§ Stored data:
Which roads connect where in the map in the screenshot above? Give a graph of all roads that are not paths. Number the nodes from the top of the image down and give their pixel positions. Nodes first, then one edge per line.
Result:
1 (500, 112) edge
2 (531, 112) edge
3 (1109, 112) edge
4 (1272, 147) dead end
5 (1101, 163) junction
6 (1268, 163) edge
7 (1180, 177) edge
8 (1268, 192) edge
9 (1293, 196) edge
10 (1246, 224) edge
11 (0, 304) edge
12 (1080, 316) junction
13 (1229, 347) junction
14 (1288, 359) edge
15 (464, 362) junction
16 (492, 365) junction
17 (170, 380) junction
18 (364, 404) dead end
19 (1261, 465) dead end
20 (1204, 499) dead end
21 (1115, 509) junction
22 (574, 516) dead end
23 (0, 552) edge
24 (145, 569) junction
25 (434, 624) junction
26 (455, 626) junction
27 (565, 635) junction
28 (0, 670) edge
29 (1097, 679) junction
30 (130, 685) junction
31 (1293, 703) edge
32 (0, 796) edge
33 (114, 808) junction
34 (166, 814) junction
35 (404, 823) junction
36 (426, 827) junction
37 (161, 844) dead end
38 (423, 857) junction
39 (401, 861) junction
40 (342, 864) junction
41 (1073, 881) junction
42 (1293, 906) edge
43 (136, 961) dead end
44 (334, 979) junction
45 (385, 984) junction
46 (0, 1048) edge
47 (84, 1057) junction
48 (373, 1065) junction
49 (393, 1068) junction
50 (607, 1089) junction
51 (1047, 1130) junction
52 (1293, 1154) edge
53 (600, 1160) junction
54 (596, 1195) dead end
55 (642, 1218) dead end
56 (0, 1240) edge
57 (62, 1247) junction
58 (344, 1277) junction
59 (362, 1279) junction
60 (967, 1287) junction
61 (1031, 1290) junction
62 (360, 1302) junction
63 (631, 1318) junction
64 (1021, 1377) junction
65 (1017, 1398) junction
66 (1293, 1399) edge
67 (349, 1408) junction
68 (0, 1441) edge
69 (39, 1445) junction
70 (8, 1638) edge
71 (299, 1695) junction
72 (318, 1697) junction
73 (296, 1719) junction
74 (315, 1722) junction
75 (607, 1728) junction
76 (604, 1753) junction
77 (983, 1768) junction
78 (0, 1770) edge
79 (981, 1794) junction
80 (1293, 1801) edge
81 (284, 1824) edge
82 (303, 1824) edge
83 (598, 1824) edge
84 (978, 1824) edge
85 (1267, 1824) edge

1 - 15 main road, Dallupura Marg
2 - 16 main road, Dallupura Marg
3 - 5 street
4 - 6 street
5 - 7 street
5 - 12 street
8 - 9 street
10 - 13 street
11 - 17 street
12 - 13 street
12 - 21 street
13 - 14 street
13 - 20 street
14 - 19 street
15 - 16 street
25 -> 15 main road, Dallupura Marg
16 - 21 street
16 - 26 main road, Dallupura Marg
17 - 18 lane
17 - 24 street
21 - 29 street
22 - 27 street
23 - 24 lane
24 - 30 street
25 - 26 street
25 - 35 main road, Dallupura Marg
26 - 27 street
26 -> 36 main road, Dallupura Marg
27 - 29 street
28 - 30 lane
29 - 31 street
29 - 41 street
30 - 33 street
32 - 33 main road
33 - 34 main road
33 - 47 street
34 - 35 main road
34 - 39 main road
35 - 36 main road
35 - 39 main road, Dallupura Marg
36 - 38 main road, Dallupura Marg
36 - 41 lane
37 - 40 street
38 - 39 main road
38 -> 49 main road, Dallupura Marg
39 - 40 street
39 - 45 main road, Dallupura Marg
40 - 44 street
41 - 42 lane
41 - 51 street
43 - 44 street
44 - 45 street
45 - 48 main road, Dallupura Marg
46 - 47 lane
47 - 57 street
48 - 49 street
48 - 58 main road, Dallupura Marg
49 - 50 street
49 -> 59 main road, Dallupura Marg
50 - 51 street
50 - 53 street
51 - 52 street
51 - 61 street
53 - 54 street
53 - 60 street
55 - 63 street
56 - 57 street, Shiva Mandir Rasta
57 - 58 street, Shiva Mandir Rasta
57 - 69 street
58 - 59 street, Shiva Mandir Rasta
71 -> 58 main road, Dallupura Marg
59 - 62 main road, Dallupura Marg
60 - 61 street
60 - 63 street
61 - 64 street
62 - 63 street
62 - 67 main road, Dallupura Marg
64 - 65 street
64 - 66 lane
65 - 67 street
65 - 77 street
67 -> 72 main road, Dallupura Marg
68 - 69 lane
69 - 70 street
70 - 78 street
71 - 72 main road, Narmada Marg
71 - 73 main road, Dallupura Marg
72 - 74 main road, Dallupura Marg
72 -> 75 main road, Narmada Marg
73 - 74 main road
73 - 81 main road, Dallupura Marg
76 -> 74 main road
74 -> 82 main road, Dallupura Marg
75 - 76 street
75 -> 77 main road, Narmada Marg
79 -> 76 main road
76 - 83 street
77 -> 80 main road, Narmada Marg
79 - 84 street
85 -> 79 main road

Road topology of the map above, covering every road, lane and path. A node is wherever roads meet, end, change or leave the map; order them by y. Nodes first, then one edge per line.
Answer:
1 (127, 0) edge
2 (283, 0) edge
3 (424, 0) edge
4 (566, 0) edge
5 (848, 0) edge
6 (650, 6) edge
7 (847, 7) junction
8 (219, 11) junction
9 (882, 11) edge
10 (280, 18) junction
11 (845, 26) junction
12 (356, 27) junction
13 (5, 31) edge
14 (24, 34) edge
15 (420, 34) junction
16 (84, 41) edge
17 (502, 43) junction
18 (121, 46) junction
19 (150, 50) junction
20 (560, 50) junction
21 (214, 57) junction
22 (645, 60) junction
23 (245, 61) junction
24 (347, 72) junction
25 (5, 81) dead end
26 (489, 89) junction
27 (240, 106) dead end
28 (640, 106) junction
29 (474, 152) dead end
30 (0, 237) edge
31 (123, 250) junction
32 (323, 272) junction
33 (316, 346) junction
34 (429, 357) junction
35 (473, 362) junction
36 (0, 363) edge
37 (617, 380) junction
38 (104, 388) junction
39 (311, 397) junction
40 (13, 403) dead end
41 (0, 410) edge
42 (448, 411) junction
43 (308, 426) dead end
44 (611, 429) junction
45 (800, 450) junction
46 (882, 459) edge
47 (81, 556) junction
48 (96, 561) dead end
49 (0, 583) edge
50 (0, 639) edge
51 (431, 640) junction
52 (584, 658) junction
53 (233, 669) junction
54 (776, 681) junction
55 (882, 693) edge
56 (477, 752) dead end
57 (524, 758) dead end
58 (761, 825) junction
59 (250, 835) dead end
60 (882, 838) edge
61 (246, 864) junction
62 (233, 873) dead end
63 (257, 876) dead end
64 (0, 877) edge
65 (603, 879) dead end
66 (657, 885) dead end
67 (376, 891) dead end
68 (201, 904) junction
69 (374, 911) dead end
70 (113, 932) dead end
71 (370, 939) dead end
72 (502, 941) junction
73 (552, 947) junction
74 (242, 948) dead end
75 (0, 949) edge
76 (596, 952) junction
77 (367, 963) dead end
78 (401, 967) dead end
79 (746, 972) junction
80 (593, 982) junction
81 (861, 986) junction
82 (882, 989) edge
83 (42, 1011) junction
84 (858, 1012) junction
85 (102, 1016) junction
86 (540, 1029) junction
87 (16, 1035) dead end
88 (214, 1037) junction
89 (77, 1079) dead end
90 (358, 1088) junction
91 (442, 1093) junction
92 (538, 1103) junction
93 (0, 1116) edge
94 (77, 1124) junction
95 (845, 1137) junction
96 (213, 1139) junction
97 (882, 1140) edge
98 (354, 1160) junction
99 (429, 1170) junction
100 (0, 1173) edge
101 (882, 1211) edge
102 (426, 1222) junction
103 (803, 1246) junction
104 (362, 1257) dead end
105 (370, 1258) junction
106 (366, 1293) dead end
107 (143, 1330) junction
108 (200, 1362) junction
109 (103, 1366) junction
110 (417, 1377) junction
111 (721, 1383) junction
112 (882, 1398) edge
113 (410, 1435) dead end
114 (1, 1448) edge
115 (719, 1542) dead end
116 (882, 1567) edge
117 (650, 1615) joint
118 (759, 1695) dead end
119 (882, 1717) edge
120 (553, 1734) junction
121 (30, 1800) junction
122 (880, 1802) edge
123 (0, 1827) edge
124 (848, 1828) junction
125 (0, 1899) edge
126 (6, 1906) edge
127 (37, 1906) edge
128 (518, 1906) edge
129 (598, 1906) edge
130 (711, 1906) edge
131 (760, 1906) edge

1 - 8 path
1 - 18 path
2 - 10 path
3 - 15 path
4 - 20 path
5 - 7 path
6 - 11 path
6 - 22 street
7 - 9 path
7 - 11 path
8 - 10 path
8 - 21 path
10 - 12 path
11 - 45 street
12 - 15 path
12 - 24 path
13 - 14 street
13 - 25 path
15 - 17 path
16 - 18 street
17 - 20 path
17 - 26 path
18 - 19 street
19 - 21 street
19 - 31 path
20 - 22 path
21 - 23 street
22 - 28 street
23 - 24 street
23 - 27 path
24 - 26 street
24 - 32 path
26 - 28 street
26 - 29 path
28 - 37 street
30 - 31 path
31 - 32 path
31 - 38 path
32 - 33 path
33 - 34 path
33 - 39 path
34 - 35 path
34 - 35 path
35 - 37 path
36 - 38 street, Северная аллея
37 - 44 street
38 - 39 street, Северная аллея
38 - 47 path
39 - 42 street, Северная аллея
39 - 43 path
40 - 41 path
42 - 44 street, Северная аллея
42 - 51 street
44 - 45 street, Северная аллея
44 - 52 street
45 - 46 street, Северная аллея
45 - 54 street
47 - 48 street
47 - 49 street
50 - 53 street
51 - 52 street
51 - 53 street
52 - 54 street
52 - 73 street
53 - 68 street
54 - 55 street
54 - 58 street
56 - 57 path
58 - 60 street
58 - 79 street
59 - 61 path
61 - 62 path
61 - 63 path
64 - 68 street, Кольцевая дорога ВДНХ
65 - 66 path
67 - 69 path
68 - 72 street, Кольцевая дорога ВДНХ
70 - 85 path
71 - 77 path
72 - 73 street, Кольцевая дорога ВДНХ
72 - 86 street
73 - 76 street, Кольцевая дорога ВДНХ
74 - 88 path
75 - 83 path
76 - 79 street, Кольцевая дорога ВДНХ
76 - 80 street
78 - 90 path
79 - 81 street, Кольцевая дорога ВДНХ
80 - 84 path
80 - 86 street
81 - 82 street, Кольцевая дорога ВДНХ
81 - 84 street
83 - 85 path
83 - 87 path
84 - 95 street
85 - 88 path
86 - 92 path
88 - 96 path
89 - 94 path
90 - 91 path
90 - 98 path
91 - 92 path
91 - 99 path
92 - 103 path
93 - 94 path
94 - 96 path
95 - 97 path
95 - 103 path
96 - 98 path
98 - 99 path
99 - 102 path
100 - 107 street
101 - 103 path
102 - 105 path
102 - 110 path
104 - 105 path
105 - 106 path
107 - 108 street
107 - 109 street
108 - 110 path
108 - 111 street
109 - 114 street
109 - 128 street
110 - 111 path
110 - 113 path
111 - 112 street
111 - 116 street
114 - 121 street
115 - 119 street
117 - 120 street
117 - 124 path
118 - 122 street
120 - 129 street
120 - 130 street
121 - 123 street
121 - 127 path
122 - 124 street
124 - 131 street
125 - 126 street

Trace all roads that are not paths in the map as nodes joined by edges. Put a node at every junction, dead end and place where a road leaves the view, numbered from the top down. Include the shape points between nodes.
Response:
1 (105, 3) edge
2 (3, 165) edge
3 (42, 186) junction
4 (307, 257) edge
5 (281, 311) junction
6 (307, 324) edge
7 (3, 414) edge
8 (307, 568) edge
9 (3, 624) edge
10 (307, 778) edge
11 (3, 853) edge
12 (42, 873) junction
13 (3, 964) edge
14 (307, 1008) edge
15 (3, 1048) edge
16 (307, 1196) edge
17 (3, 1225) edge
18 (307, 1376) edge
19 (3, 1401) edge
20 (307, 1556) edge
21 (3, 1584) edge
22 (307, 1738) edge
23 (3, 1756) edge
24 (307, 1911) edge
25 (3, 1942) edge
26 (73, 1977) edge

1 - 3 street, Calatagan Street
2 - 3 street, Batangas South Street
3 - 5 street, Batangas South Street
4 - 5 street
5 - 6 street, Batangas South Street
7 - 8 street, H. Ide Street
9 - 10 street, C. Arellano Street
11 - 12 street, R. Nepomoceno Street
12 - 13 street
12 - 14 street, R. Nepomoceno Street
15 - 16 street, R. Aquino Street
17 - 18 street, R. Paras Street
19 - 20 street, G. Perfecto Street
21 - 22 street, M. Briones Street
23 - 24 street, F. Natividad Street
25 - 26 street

§ Directions: Show the lines above that include "аллея".

§ Exercise result:
36 - 38 street, Северная аллея
38 - 39 street, Северная аллея
39 - 42 street, Северная аллея
42 - 44 street, Северная аллея
44 - 45 street, Северная аллея
45 - 46 street, Северная аллея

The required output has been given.